Arthus - Gino Quilico (baritone)
Guenièvre - Teresa Zylis-Gara (soprano)
Lancelot - Gösta Winbergh (tenor)
Lyonnel - Gérard Friedmann (tenor)
Merlin - Gilles Cachemaille (baritone)
Mordred - René Massis (baritone)
Allan - François Loup (baritone)
Un laboureur - Thierry Dran (tenor)
Un chevalier - René Schirrer (baritone)
Un écuyer - Alexander Laitter (tenor)
Soldat 1 & 2 - Michel Focquenoy (tenor)
Soldat 3 - Francis Dudziak (baritone)
Soldat 4 - René Schirrer (baritone)

Chœurs de Radio France
Nouvel Orchestre Philharmonique
Armin Jordan - conductor

 

This comparatively rare opera has received very few recordings over the years and this is its only recent incarnation albeit dating back to 1986, almost a quarter of a century ago. It has aged well with the mesmeric and passionate conducting of the Swiss, Armin Jordan very much in harmony with Chausson's Wagnerian music.

King Arthur obviously makes an intriguing setting for any opera and the arias and ensembles are extremely enjoyable to listen to. It is a fine work which deserves resurrection on CD although the libretto and sumptuous booklet which made up the former Erato set are long gone. Otherwise a real snip at such a price. ---Gerald Fenech, classical.net

Le Roi Arthus, Chausson’s only completed opera, took the composer 10 years to write and was not premiered until four years after his death. He feared Wagner’s influence for a while, then Debussy’s. In fact, he didn’t escape; his opera’s chromaticism and orchestration–the dark string writing, massed brass, and bass clarinets, for example–show clear influences of Wagner. Indeed, even the plot, focusing on the part of the Arthurian legend involved with the illicit affair between Guinevere and Lancelot and the King’s idealism and resignation in the face of such treason, is more than a bit reminiscent of Tristan. There is a love duet for Lancelot and Guinevere that’s interrupted by a warning from Lancelot’s Squire, à la Brangaene, that dawn is approaching; the “Tristan chord” appears more than once. All that’s missing are Leitmotifs to complete the Wagnerian homage, and there are arguably a couple of them as well. Careful listening will bring others to mind, as in the first scene’s almost exact quotes from Massenet’s Esclarmonde (Chausson studied under Massenet).
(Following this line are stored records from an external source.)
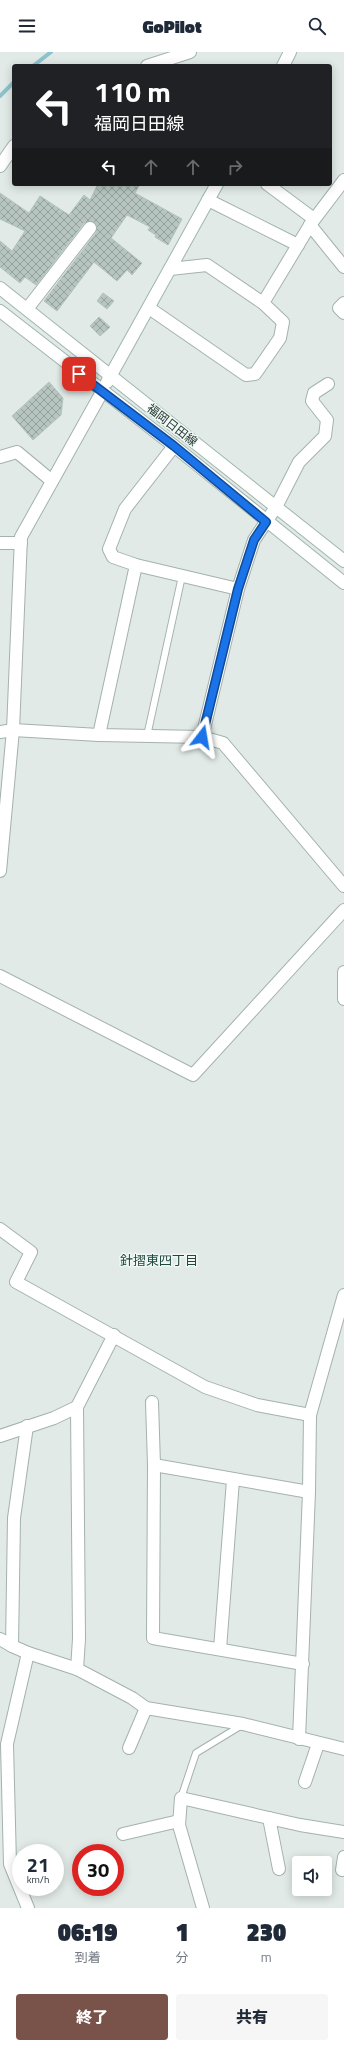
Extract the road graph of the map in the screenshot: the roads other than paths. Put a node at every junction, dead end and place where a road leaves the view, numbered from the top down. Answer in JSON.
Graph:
{"nodes":[{"id":1,"x":190,"y":52,"type":"edge"},
{"id":2,"x":290,"y":52,"type":"edge"},
{"id":3,"x":153,"y":64,"type":"edge"},
{"id":4,"x":283,"y":64,"type":"edge"},
{"id":5,"x":12,"y":149,"type":"edge"},
{"id":6,"x":0,"y":166,"type":"edge"},
{"id":7,"x":344,"y":180,"type":"edge"},
{"id":8,"x":216,"y":186,"type":"edge"},
{"id":9,"x":269,"y":186,"type":"edge"},
{"id":10,"x":208,"y":200,"type":"junction"},
{"id":11,"x":312,"y":222,"type":"junction"},
{"id":12,"x":90,"y":228,"type":"dead end"},
{"id":13,"x":298,"y":246,"type":"junction"},
{"id":14,"x":344,"y":267,"type":"edge"},
{"id":15,"x":170,"y":269,"type":"junction"},
{"id":16,"x":0,"y":288,"type":"edge"},
{"id":17,"x":263,"y":303,"type":"junction"},
{"id":18,"x":344,"y":303,"type":"edge"},
{"id":19,"x":149,"y":308,"type":"junction"},
{"id":20,"x":27,"y":309,"type":"junction"},
{"id":21,"x":0,"y":311,"type":"edge"},
{"id":22,"x":344,"y":313,"type":"edge"},
{"id":23,"x":110,"y":376,"type":"junction"},
{"id":24,"x":328,"y":384,"type":"dead end"},
{"id":25,"x":102,"y":392,"type":"junction"},
{"id":26,"x":174,"y":446,"type":"junction"},
{"id":27,"x":0,"y":457,"type":"edge"},
{"id":28,"x":52,"y":481,"type":"junction"},
{"id":29,"x":276,"y":507,"type":"junction"},
{"id":30,"x":266,"y":522,"type":"junction"},
{"id":31,"x":21,"y":542,"type":"junction"},
{"id":32,"x":0,"y":543,"type":"edge"},
{"id":33,"x":344,"y":561,"type":"edge"},
{"id":34,"x":136,"y":565,"type":"junction"},
{"id":35,"x":182,"y":576,"type":"junction"},
{"id":36,"x":344,"y":583,"type":"edge"},
{"id":37,"x":238,"y":589,"type":"junction"},
{"id":38,"x":13,"y":730,"type":"junction"},
{"id":39,"x":0,"y":732,"type":"edge"},
{"id":40,"x":99,"y":735,"type":"junction"},
{"id":41,"x":148,"y":736,"type":"junction"},
{"id":42,"x":202,"y":737,"type":"junction"},
{"id":43,"x":0,"y":777,"type":"edge"},
{"id":44,"x":7,"y":788,"type":"junction"},
{"id":45,"x":0,"y":864,"type":"edge"},
{"id":46,"x":344,"y":886,"type":"edge"},
{"id":47,"x":344,"y":910,"type":"edge"},
{"id":48,"x":344,"y":972,"type":"edge"},
{"id":49,"x":0,"y":976,"type":"edge"},
{"id":50,"x":344,"y":999,"type":"edge"},
{"id":51,"x":0,"y":1229,"type":"edge"},
{"id":52,"x":344,"y":1295,"type":"edge"},
{"id":53,"x":114,"y":1335,"type":"junction"},
{"id":54,"x":152,"y":1402,"type":"dead end"},
{"id":55,"x":77,"y":1407,"type":"junction"},
{"id":56,"x":310,"y":1415,"type":"junction"},
{"id":57,"x":27,"y":1426,"type":"junction"},
{"id":58,"x":0,"y":1436,"type":"edge"},
{"id":59,"x":154,"y":1465,"type":"junction"},
{"id":60,"x":233,"y":1480,"type":"junction"},
{"id":61,"x":309,"y":1492,"type":"junction"},
{"id":62,"x":0,"y":1638,"type":"edge"},
{"id":63,"x":12,"y":1646,"type":"junction"},
{"id":64,"x":220,"y":1649,"type":"junction"},
{"id":65,"x":28,"y":1653,"type":"junction"},
{"id":66,"x":303,"y":1664,"type":"junction"},
{"id":67,"x":77,"y":1669,"type":"junction"},
{"id":68,"x":146,"y":1708,"type":"junction"},
{"id":69,"x":243,"y":1724,"type":"junction"},
{"id":70,"x":299,"y":1739,"type":"junction"},
{"id":71,"x":318,"y":1744,"type":"junction"},
{"id":72,"x":129,"y":1748,"type":"dead end"},
{"id":73,"x":344,"y":1749,"type":"edge"},
{"id":74,"x":305,"y":1782,"type":"dead end"},
{"id":75,"x":181,"y":1798,"type":"junction"},
{"id":76,"x":269,"y":1818,"type":"junction"},
{"id":77,"x":179,"y":1820,"type":"junction"},
{"id":78,"x":344,"y":1832,"type":"edge"},
{"id":79,"x":123,"y":1834,"type":"dead end"},
{"id":80,"x":344,"y":1857,"type":"edge"},
{"id":81,"x":279,"y":1869,"type":"dead end"},
{"id":82,"x":342,"y":1870,"type":"dead end"},
{"id":83,"x":28,"y":1908,"type":"edge"},
{"id":84,"x":203,"y":1908,"type":"edge"}],
"edges":[{"from":1,"to":3,"type":"street"},
{"from":2,"to":4,"type":"street"},
{"from":5,"to":6,"type":"street"},
{"from":7,"to":11,"type":"street"},
{"from":8,"to":10,"type":"street"},
{"from":9,"to":11,"type":"street"},
{"from":10,"to":13,"type":"street"},
{"from":10,"to":15,"type":"street"},
{"from":11,"to":13,"type":"street"},
{"from":11,"to":14,"type":"street"},
{"from":12,"to":20,"type":"street"},
{"from":13,"to":17,"type":"street"},
{"from":15,"to":17,"type":"street"},
{"from":15,"to":19,"type":"street"},
{"from":16,"to":20,"type":"street","name":"福岡日田線"},
{"from":17,"to":19,"type":"street"},
{"from":18,"to":22,"type":"street"},
{"from":19,"to":23,"type":"street"},
{"from":20,"to":23,"type":"street","name":"福岡日田線"},
{"from":21,"to":25,"type":"street","name":"福岡日田線"},
{"from":23,"to":25,"type":"street"},
{"from":23,"to":29,"type":"street","name":"福岡日田線"},
{"from":24,"to":29,"type":"street"},
{"from":25,"to":26,"type":"street","name":"福岡日田線"},
{"from":25,"to":28,"type":"street"},
{"from":26,"to":30,"type":"street","name":"福岡日田線"},
{"from":26,"to":34,"type":"street"},
{"from":27,"to":28,"type":"street"},
{"from":28,"to":31,"type":"street"},
{"from":29,"to":30,"type":"street"},
{"from":29,"to":33,"type":"street","name":"福岡日田線"},
{"from":30,"to":36,"type":"street","name":"福岡日田線"},
{"from":30,"to":37,"type":"street"},
{"from":31,"to":32,"type":"street"},
{"from":31,"to":38,"type":"street"},
{"from":34,"to":35,"type":"street"},
{"from":34,"to":40,"type":"street"},
{"from":35,"to":37,"type":"street"},
{"from":35,"to":41,"type":"lane"},
{"from":37,"to":42,"type":"street"},
{"from":38,"to":39,"type":"street"},
{"from":38,"to":40,"type":"street"},
{"from":38,"to":44,"type":"street"},
{"from":40,"to":41,"type":"street"},
{"from":41,"to":42,"type":"street"},
{"from":42,"to":46,"type":"street"},
{"from":43,"to":44,"type":"street"},
{"from":44,"to":45,"type":"street"},
{"from":47,"to":49,"type":"street"},
{"from":48,"to":50,"type":"street"},
{"from":51,"to":53,"type":"street"},
{"from":52,"to":56,"type":"street"},
{"from":53,"to":55,"type":"street"},
{"from":53,"to":56,"type":"street"},
{"from":54,"to":59,"type":"street"},
{"from":55,"to":57,"type":"street"},
{"from":55,"to":67,"type":"street"},
{"from":56,"to":61,"type":"street"},
{"from":57,"to":58,"type":"street"},
{"from":57,"to":63,"type":"street"},
{"from":59,"to":60,"type":"street"},
{"from":59,"to":64,"type":"street"},
{"from":60,"to":61,"type":"street"},
{"from":60,"to":64,"type":"street"},
{"from":61,"to":66,"type":"street"},
{"from":62,"to":63,"type":"street"},
{"from":63,"to":65,"type":"street"},
{"from":64,"to":66,"type":"street"},
{"from":65,"to":67,"type":"street"},
{"from":65,"to":83,"type":"street"},
{"from":66,"to":70,"type":"street"},
{"from":67,"to":68,"type":"street"},
{"from":68,"to":69,"type":"street"},
{"from":68,"to":72,"type":"street"},
{"from":69,"to":70,"type":"street"},
{"from":69,"to":75,"type":"lane"},
{"from":70,"to":71,"type":"street"},
{"from":71,"to":73,"type":"street"},
{"from":71,"to":74,"type":"street"},
{"from":75,"to":76,"type":"street"},
{"from":75,"to":77,"type":"street"},
{"from":76,"to":78,"type":"street"},
{"from":76,"to":81,"type":"street"},
{"from":77,"to":79,"type":"street"},
{"from":77,"to":84,"type":"street"},
{"from":80,"to":82,"type":"street"}]}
But Chausson, it turns out, is Chausson and not a sum of everyone else’s parts; after a while the influences take a back seat and something new and powerful is created. You can’t help but be impressed–or notice that the libretto, also by Chausson, does not take the same view of the deceiving lovers as does Tristan: the clear hero in Le Roi Arthus is the title character. The lovers’ almost maniacally passionate exchanges may fire the emotions, but Arthur remains lofty, and he is the figure to care for in this opera.

This is not the work’s first recording: Erato released a fine performance under Armin Jordan in the late ’80s, starring Gino Quilico, Gosta Winbergh, and Teresa Zylis-Gara, and it remains the recording of choice. Quilico, a light baritone, sang Arthur with grand focus of purpose and impeccable diction; Zylis-Gara was the soul of both seduction and womanliness and her tone was beautiful. Winbergh yelled more than he ought to have as Lancelot, and his French pronunciation was noticeably bad, but he was passionate.

In this new recording, tenor Simon O’Neill also has some problems with Lancelot’s cruel tessitura and sustained need for big volume, but he inflects better and gives us a fine portrait as the crazy-in-love, full-of-remorse knight. Susan Bullock’s soprano is no match for Zylis-Gara’s as Guinevere. Not only is it unsteady and essentially unlovely, but she sounds too matronly. This helps only in her denunciation of Lancelot in their second-act duet, which is very potent, and in her more selfish moments. In short, she lacks allure. Andrew Schroeder, though possibly wanting Quilico’s elegance of line and principle, gets better as the opera progresses, and his splendid, big baritone fills the role by Act 3.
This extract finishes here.